(Stored items)
------

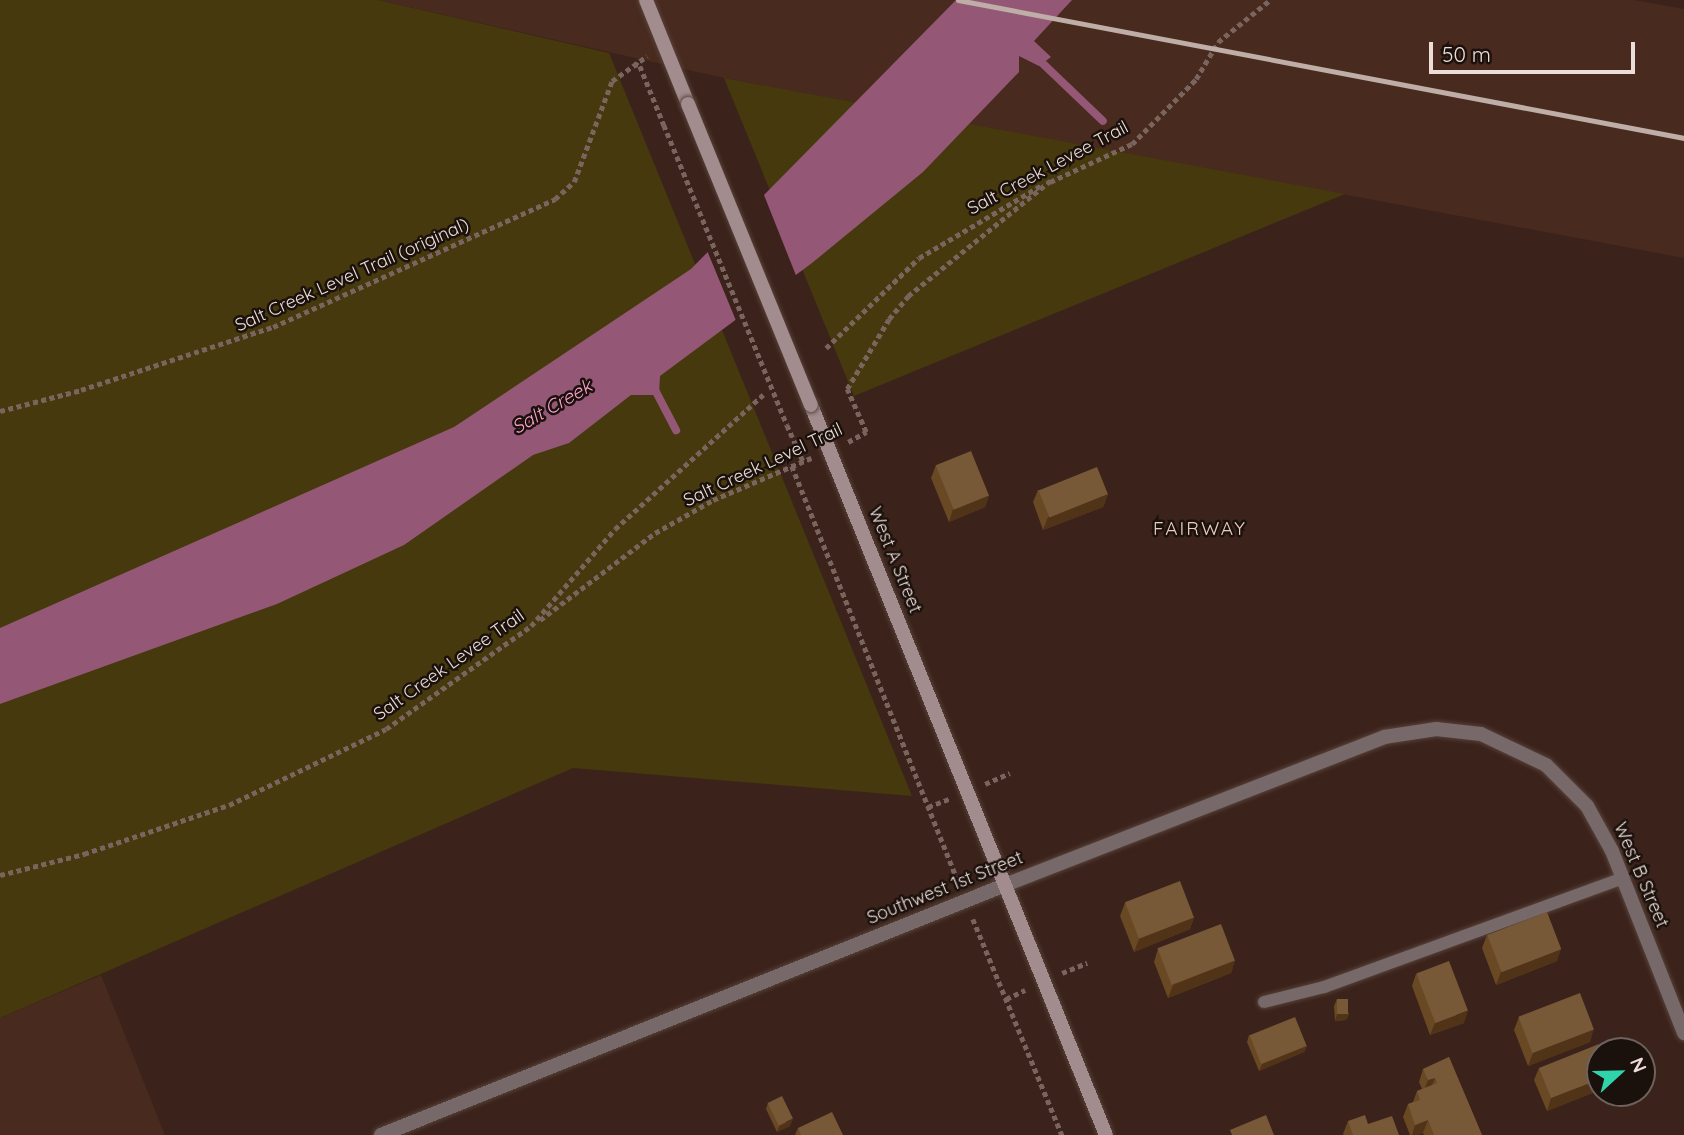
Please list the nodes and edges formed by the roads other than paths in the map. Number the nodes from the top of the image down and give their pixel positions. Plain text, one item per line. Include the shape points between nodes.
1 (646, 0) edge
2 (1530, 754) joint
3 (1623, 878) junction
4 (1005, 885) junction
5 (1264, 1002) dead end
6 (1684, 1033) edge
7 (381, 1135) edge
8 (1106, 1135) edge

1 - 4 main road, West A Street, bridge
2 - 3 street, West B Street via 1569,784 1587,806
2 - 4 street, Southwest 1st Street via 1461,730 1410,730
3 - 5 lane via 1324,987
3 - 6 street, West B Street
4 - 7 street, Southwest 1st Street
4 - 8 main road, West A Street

------

◆ **What you have to do**:
Please restate the entries word for word, with all pictures left out.

◆ **Answer space**:
Please list the nodes and edges formed by the roads other than paths in the map. Number the nodes from the top of the image down and give their pixel positions. Plain text, one item per line. Include the shape points between nodes.
1 (646, 0) edge
2 (1530, 754) joint
3 (1623, 878) junction
4 (1005, 885) junction
5 (1264, 1002) dead end
6 (1684, 1033) edge
7 (381, 1135) edge
8 (1106, 1135) edge

1 - 4 main road, West A Street, bridge
2 - 3 street, West B Street via 1569,784 1587,806
2 - 4 street, Southwest 1st Street via 1461,730 1410,730
3 - 5 lane via 1324,987
3 - 6 street, West B Street
4 - 7 street, Southwest 1st Street
4 - 8 main road, West A Street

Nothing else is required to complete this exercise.